• [WHAT IS EXPECTED] In the answer, give the entries below exactly, from the first line through the line with "-50%;border:4px solid #fff;box-shadow:0", with every picture omitted.

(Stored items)
★ ★ ★ ★
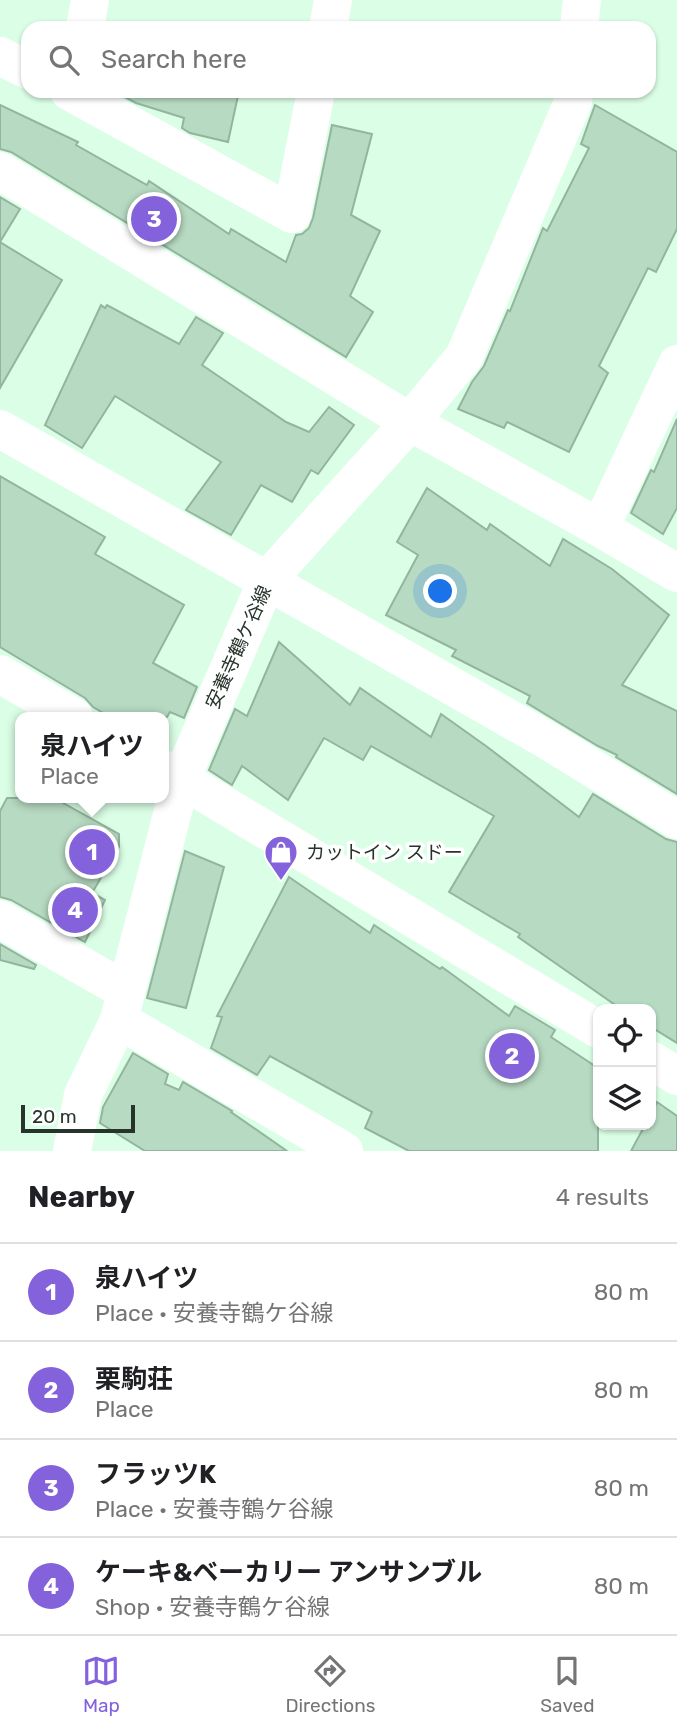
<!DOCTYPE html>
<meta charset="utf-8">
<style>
:root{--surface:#fff;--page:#f6f6f6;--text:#202124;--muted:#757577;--line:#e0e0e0;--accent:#8462dc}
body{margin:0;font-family:Rubik,"Noto Sans JP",sans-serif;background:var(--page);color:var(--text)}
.controls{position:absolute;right:21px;bottom:21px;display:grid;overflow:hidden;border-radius:14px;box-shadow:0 2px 5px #0004}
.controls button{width:63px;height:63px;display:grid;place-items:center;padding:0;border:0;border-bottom:2px solid var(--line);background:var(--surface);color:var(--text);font:35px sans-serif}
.scale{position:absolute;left:21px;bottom:18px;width:114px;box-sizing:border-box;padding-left:7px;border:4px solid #27342b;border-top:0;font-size:19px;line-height:24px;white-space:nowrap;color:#27342b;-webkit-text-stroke:5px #fff;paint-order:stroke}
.you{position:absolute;left:441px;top:592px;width:24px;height:24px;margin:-18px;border:5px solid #fff;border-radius:50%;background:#1a73e8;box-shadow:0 0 0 10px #1a73e833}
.badge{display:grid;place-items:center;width:46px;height:46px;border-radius:50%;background:var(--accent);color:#fff;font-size:23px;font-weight:700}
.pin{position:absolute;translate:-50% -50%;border:4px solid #fff;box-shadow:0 2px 7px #0006}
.popup{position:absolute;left:15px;top:712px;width:154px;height:91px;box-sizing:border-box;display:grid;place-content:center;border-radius:14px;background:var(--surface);filter:drop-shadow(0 2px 5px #0005);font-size:23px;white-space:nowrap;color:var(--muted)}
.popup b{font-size:26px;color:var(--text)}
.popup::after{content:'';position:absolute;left:50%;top:100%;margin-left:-14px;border:14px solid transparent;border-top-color:var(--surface)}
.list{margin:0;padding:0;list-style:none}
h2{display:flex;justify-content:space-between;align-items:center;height:91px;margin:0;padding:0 28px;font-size:30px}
h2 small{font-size:23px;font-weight:400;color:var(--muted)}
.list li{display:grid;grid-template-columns:46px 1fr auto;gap:21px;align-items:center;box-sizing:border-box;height:98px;padding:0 28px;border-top:2px solid var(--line)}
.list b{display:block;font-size:26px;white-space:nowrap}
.list p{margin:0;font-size:23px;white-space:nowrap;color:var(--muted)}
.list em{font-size:23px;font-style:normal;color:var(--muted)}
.icon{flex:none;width:38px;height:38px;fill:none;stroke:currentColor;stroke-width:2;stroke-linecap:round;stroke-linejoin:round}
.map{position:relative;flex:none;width:677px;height:1151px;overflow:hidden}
.search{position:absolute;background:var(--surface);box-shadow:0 2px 5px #0004;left:21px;right:21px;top:21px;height:77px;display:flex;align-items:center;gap:18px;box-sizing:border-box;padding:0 24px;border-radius:21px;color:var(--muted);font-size:26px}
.sheet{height:483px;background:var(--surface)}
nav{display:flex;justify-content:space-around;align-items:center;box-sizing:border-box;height:98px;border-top:2px solid var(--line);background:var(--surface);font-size:19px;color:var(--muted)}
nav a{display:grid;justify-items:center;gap:4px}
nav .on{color:var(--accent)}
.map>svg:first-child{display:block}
.building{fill:#b7dac2;stroke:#93b59e;stroke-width:2}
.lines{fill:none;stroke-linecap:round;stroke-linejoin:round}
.street{stroke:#fff;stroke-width:38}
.labels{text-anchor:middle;stroke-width:7;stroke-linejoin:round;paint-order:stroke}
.street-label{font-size:19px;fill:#27342b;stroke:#fff}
.poi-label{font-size:19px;fill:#27342b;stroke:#fff;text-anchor:start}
</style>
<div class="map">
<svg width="677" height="1151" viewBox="0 0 677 1151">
<rect width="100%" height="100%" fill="#dbffe6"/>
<g class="building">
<polygon points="120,91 239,91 228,142 190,133 182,128 184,118 136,103 119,94"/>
<polygon points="0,105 78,142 76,145 147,185 149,181 229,234 231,229 286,262 296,235 302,234 309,228 313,218 332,125 372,134 351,215 380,231 350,296 373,312 346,357 11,152 0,149"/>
<polygon points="595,105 677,152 677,229 656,272 648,268 599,366 608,373 569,452 507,422 504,428 458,409 472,382 484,366 508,310 510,311 543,228 547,231 589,148 581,144"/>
<polygon points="0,197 20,209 0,242 62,280 0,388"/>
<polygon points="101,305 105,308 107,305 179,344 196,317 223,333 202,365 286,422 309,432 329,407 354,425 318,474 311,470 292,502 261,485 231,535 186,510 221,462 115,396 82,448 45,425"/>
<polygon points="677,419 677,508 663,534 631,513 651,470 654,472"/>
<polygon points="0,476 105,537 95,554 184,605 153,663 197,687 184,718 170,712 167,717 110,717 93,707 85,698 0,647"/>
<polygon points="427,488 487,530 490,524 550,566 563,539 612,569 669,615 622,685 677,711 677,794 616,757 617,755 598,746 527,703 530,696 452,656 456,650 386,615 418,555 397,542"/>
<polygon points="279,642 350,705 360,688 431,737 441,714 486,746 579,817 593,794 666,839 677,842 677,1043 651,1027 651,1009 621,1009 518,937 520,934 449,892 494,816 371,746 363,760 324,738 288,800 242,766 232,785 209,770 235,709 247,716"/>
<polygon points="7,798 54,798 119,834 119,847 92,893 105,900 85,942 11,900 0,897 0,811"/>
<polygon points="185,851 224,867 186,1008 147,998"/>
<polygon points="289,877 370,933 374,925 440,969 442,967 509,1016 515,1006 555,1030 551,1037 598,1068 598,1151 409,1151 365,1128 372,1112 270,1056 257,1075 211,1048 222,1017 217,1016"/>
<polygon points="0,944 36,965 34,969 0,960"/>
<polygon points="133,1053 168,1074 165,1084 179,1090 183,1082 232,1111 231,1112 287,1151 145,1151 100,1123 103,1107"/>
<polygon points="657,1102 677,1116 677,1151 631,1151 645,1125 651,1125 651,1114"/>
</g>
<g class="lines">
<g class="street">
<polyline points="85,28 90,0"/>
<polyline points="328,28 333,0"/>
<polyline points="579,28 582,0"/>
<polyline points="0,56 28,70"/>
<polyline points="69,91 292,214 316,91"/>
<polyline points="0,171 410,422 600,528 677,573"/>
<polyline points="0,429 545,739 677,820"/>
<polyline points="600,528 677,364"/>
<polyline points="0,674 74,717"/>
<polyline points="164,769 598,1029"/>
<polyline points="0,919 126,991"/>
<polyline points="119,1020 344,1151"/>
<polyline points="651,1060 677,1076"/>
<polyline points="72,1151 83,1095 119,1020 181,780 267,580 410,422 464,357 573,102 574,91"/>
</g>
</g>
<defs>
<symbol id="shop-pin" viewBox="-11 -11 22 30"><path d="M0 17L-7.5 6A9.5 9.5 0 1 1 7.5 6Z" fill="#8462dc" stroke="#fff"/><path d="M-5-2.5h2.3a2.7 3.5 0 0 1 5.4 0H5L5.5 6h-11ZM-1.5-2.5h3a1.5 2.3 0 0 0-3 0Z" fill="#fff"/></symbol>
</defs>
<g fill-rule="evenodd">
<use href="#shop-pin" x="262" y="833" width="38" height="52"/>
</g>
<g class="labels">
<g class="street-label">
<text transform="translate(238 647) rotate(-66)" y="7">安養寺鶴ケ谷線</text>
</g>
<g class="poi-label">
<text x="306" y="859">カットイン スドー</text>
</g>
</g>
</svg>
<div class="controls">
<button><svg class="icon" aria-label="locate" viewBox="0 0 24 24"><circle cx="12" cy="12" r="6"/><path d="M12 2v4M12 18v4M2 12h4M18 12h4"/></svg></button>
<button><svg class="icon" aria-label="layers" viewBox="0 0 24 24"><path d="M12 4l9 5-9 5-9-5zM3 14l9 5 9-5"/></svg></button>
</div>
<div class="scale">20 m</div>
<div class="you"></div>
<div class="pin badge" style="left:92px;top:852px">1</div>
<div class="popup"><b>泉ハイツ</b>Place</div>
<div class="pin badge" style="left:512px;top:1056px">2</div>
<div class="pin badge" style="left:154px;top:219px">3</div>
<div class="pin badge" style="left:75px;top:910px">4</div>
<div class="search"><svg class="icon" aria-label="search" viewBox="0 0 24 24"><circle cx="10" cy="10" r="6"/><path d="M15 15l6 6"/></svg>Search here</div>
</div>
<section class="sheet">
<h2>Nearby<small>4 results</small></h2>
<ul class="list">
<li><span class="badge">1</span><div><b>泉ハイツ</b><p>Place · 安養寺鶴ケ谷線</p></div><em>80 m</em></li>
<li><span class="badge">2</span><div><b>栗駒荘</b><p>Place</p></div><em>80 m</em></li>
<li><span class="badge">3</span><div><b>フラッツK</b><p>Place · 安養寺鶴ケ谷線</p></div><em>80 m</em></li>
<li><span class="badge">4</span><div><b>ケーキ&amp;ベーカリー アンサンブル</b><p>Shop · 安養寺鶴ケ谷線</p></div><em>80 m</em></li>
</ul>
</section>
<nav>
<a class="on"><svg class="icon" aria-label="map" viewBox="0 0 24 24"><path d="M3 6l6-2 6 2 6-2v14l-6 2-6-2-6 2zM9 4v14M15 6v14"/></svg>Map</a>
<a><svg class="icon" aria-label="directions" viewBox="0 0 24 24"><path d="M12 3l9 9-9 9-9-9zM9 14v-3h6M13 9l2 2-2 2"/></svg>Directions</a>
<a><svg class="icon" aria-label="saved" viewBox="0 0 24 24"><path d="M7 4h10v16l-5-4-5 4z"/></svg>Saved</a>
</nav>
★ ★ ★ ★
• [TASK OUTPUT]
<!DOCTYPE html>
<meta charset="utf-8">
<style>
:root{--surface:#fff;--page:#f6f6f6;--text:#202124;--muted:#757577;--line:#e0e0e0;--accent:#8462dc}
body{margin:0;font-family:Rubik,"Noto Sans JP",sans-serif;background:var(--page);color:var(--text)}
.controls{position:absolute;right:21px;bottom:21px;display:grid;overflow:hidden;border-radius:14px;box-shadow:0 2px 5px #0004}
.controls button{width:63px;height:63px;display:grid;place-items:center;padding:0;border:0;border-bottom:2px solid var(--line);background:var(--surface);color:var(--text);font:35px sans-serif}
.scale{position:absolute;left:21px;bottom:18px;width:114px;box-sizing:border-box;padding-left:7px;border:4px solid #27342b;border-top:0;font-size:19px;line-height:24px;white-space:nowrap;color:#27342b;-webkit-text-stroke:5px #fff;paint-order:stroke}
.you{position:absolute;left:441px;top:592px;width:24px;height:24px;margin:-18px;border:5px solid #fff;border-radius:50%;background:#1a73e8;box-shadow:0 0 0 10px #1a73e833}
.badge{display:grid;place-items:center;width:46px;height:46px;border-radius:50%;background:var(--accent);color:#fff;font-size:23px;font-weight:700}
.pin{position:absolute;translate:-50% -50%;border:4px solid #fff;box-shadow:0 2px 7px #0006}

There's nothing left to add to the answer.